One-on-One with Charlie Picerni (Part I)
TM: How did you get started in the business?
CP: Well, my brother came out to California years ago to become an actor on “The Untouchables
TM: You meant the TV show, “The Untouchables”?
CP: The original TV show. I was in New York at the time. Paul is about 15 years older than I am. I had just about finished high school. Our father passed away when I was about three years old. My mother worked to support her five kids, so I had to help. I didn’t do anything bad because I had so much respect for my mother that I didn’t want to get involved with that kind of stuff. You know I just – the whole neighborhood knew her because they knew her son and her first son was an actor and they had respect for her. And I knew that and I didn’t want to hurt her because I loved her so much and she looked after me, besides my three sisters that I had. And I did bad things, but I won’t say criminal type things, you know? I worked for a guy because he knew my first wife and her family, so I picked up numbers and I worked in the horse room and I figured out bets and I was making money with them. In those days, I was making $500 a week with it. This was in 1960. So he was taking care of me and I knew it wasn’t the right way to go. He was a good guy, but he went that way, you know. Always working like that – and I knew that because I got into a couple of little jams. But he’d take me to the Copacabana, and I finally said “you know what, I’ve got to go.” My mother finally pushed me. I had to do construction work and I hated that. I drove trucks – I did everything. And when I came out here and fortunately, my mother pushed me so hard and the first six months I was here, she had a breast operation and six months after that she died. So she never really saw what I accomplished and I accomplished quite a bit in my career.
I was just knocking around doing construction work and working various jobs and [my brother] Paul said they had just gotten started on “The Untouchables” around one year – he said, “Why don’t you come out to California and you take a shot out there?” I said, “What would I do”? He said, “You can stand in for me and maybe do stunt work,” which I knew nothing about. But I was a pretty active kid in New York and I was pretty coordinated. At that time, I had just gotten married, had a little baby about three months old.
TM:What year was this?
CP: This was 1961.
TM: How old were you?
CP: 23, 24. I was young, very young. Anyway, I said okay. My son was born March 29, 1961, and I went to the construction place and I quit, telling them, “If I’m going to do this the rest of my life, it’s not going to work out.” So I left for California on my own July 4th and got in the Guild and I started working on “The Untouchables” on July 6th. I just went out to take a shot to see what it was going to be like.

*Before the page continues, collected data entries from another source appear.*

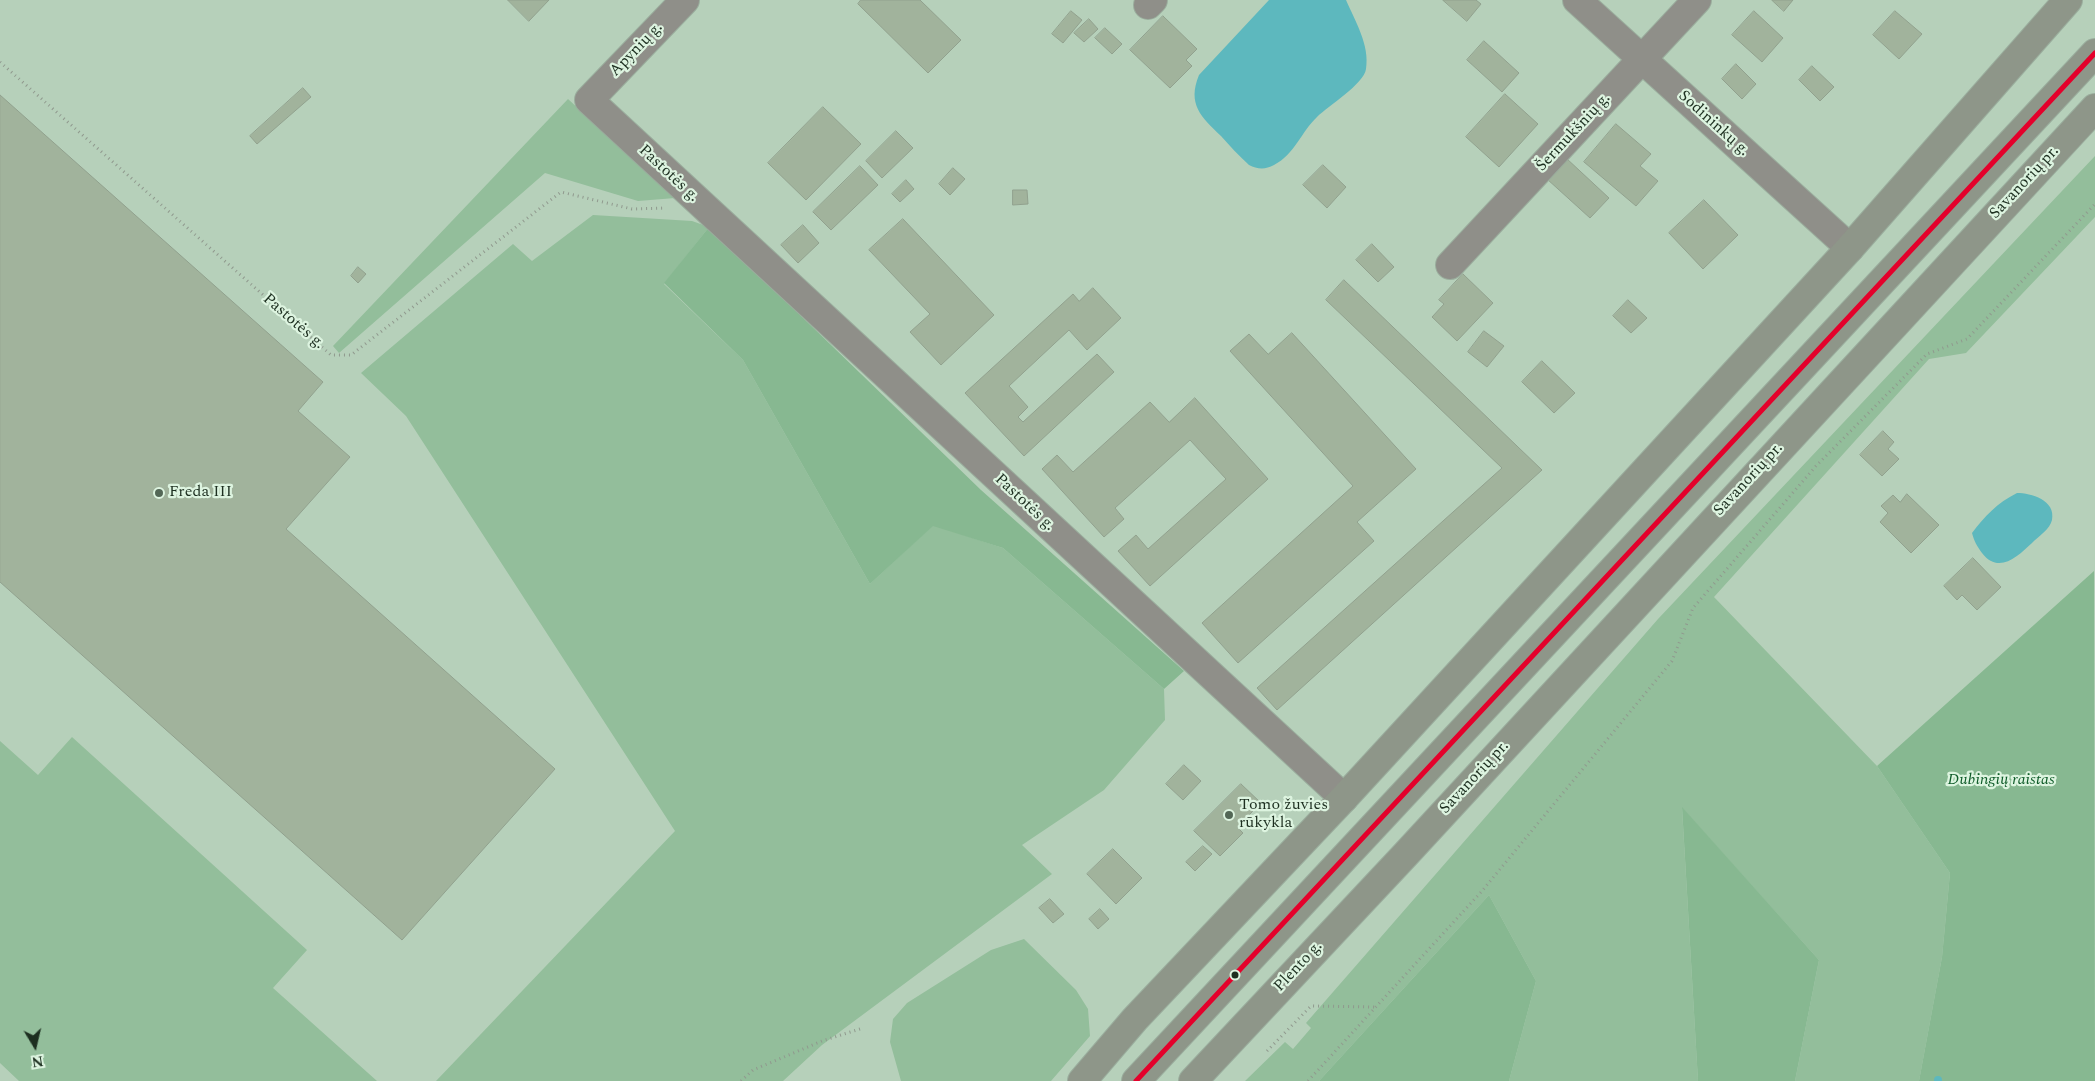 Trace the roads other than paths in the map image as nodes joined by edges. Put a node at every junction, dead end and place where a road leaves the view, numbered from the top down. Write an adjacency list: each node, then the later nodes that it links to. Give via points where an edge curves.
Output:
1 (685, 0): 7 (street, Apynių g.)
2 (1577, 0): 6 (street, Sodininkų g.)
3 (1697, 0): 6 (street, Šermukšnių g.)
4 (2068, 0): 9 (highway)
5 (2095, 53): 14 (highway)
6 (1642, 60): 9 (street, Sodininkų g.); 10 (street, Šermukšnių g.)
7 (589, 100): 11 (street, Pastotės g.)
8 (2095, 108): 12 (highway, Savanorių pr.)
9 (1850, 248): 11 (highway)
10 (1450, 265)
11 (1344, 798): 13 (highway, via 1135,1019)
12 (1406, 854): 15 (highway, Plento g.)
13 (1082, 1081)
14 (1136, 1081)
15 (1193, 1081)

TM: How did you get in the Guild?
CP: My brother got me in. At that time, it was pretty easy because Paul was the second lead on the show, and I got in the Screen Actors Guild. “The Untouchables” was kind of an action-oriented show, so I picked up a lot – I learned a lot and I just observed and I liked it and never went back. I just came out here to see what it would be like and I stayed here and they syndicated “The Untouchables.”

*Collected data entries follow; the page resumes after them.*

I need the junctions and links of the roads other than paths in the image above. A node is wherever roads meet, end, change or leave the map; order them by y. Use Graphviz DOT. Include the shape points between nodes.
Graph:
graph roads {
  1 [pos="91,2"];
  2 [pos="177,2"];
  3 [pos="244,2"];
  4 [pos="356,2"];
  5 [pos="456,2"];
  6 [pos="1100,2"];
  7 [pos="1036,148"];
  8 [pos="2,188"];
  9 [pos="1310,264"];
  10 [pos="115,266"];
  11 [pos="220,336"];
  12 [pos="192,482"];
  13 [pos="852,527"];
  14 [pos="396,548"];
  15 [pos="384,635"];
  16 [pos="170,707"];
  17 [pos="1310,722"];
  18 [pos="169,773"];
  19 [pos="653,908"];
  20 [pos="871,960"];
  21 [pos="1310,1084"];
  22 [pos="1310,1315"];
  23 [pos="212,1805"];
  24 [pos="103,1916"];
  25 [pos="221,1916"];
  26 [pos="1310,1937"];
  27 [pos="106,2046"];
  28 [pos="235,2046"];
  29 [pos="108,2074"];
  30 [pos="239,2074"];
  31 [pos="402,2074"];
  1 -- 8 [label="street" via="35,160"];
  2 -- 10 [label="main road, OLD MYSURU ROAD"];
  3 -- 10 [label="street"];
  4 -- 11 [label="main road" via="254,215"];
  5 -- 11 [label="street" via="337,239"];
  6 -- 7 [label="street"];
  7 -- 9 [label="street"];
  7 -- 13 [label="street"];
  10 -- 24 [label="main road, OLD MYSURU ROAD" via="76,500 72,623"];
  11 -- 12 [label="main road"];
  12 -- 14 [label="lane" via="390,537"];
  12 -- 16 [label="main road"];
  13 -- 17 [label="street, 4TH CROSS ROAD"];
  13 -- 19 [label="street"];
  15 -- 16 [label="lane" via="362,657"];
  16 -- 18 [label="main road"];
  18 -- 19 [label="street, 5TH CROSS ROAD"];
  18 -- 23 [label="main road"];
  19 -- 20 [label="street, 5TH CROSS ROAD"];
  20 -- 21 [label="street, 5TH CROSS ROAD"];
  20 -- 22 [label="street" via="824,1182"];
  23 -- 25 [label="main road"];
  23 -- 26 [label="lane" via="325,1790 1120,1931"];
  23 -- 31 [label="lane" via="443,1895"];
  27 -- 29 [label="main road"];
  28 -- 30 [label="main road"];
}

TM: What kind of money did you make doing stunt work?
CP: I remember telling my brother, “If I make $10,000 a year for the rest of my life, I’ll be happy.” And I made $10,000 the first year and $11,000 the second year and the third year was rough. Then I started knocking around in the business and making friends, meeting a lot of people and every time I did a stunt, the extras would go out and brag about me because I was one of their people. So I went back to New York and I did a show with a friend I had met, Harry Guardino, an actor. After that show, “The Reporter,” we did 13 episodes, where I did stunt work and various things and then I came back here again in 1965, and I started to work a lot. I met a friend of mine on “The Untouchables” who was very close to me, Victor Paul, and Vic at that time was doing “Batman” and different shows and I worked with him and then I made my way up.
Then I started coordinating and then through the years I did little features, but mostly, the first 27 years of my career was in television, and in 1975 I was pretty established at it and I worked on a pilot called “Starsky & Hutch.” I met the actor on it and I doubled him, besides doing an acting part. I did a lot of acting parts in those days. Small things, dialogue and other stuff. And Paul Michael Glaser really liked me and I did “Starsky & Hutch.” I coordinated that.

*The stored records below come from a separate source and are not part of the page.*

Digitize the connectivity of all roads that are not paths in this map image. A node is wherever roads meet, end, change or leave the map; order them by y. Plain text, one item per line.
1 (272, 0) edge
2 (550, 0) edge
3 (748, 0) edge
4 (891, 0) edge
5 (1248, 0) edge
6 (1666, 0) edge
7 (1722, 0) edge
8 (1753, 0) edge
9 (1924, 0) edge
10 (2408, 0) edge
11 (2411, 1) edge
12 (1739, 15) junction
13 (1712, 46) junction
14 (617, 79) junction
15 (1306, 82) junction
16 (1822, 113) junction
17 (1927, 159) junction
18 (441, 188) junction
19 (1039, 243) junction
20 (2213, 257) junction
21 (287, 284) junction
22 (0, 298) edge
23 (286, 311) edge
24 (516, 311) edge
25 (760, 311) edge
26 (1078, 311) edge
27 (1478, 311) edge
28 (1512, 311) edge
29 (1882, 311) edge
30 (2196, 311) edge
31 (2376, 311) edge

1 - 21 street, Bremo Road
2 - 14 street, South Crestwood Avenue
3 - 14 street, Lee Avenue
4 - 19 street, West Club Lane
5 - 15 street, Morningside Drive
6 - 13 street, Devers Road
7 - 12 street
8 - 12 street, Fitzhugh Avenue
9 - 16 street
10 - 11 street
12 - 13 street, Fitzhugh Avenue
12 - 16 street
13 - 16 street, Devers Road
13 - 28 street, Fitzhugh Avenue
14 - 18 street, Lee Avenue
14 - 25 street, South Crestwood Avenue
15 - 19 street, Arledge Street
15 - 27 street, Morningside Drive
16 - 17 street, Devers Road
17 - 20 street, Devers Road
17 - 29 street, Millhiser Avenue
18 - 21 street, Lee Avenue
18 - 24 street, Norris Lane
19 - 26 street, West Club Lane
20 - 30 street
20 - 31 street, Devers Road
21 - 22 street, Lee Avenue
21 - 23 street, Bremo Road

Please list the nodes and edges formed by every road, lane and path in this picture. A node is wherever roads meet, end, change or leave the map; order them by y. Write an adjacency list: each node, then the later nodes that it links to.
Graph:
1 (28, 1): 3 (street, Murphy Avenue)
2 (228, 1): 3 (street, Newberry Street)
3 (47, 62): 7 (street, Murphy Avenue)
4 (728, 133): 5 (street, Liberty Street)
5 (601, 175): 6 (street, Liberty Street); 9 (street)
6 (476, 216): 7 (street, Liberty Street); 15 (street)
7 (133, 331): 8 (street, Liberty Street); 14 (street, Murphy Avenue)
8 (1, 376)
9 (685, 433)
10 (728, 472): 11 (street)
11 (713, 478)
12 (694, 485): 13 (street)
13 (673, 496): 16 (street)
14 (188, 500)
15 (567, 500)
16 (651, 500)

TM: What do you mean you coordinated that?
CP:?Stunt coordinated it — did all the action on it. And then on the second year — we did four years on the show. Around the second season, I got my second unit director’s card and I started doing all the action sequences, directing. So, I started moving up. By then I was doing “Kojak” and “Magnum P.I.” and all the T.V. shows. I was stunt coordinator and second unit director. And I met some great people… Aaron Spelling and Leonard Goldberg and Duke Vincent, who was then Aaron’s number one guy. He was a great guy and he started me off directing. On “Starsky & Hutch,” I directed the last season of the show.
And then I had a big interview for “Die Hard” – I wanted to get into features. “Die Hard” 1 had all the biggest stunt guys in town interviewing and I went in and I met John McTiernan… John was a terrific guy and I really communicated great with him. He was kind of to himself with the crew, but with him I got along great. I got the show. John and I talked about the characters, about what I thought about the action scenes, because I really got into the story – I always got into the stories.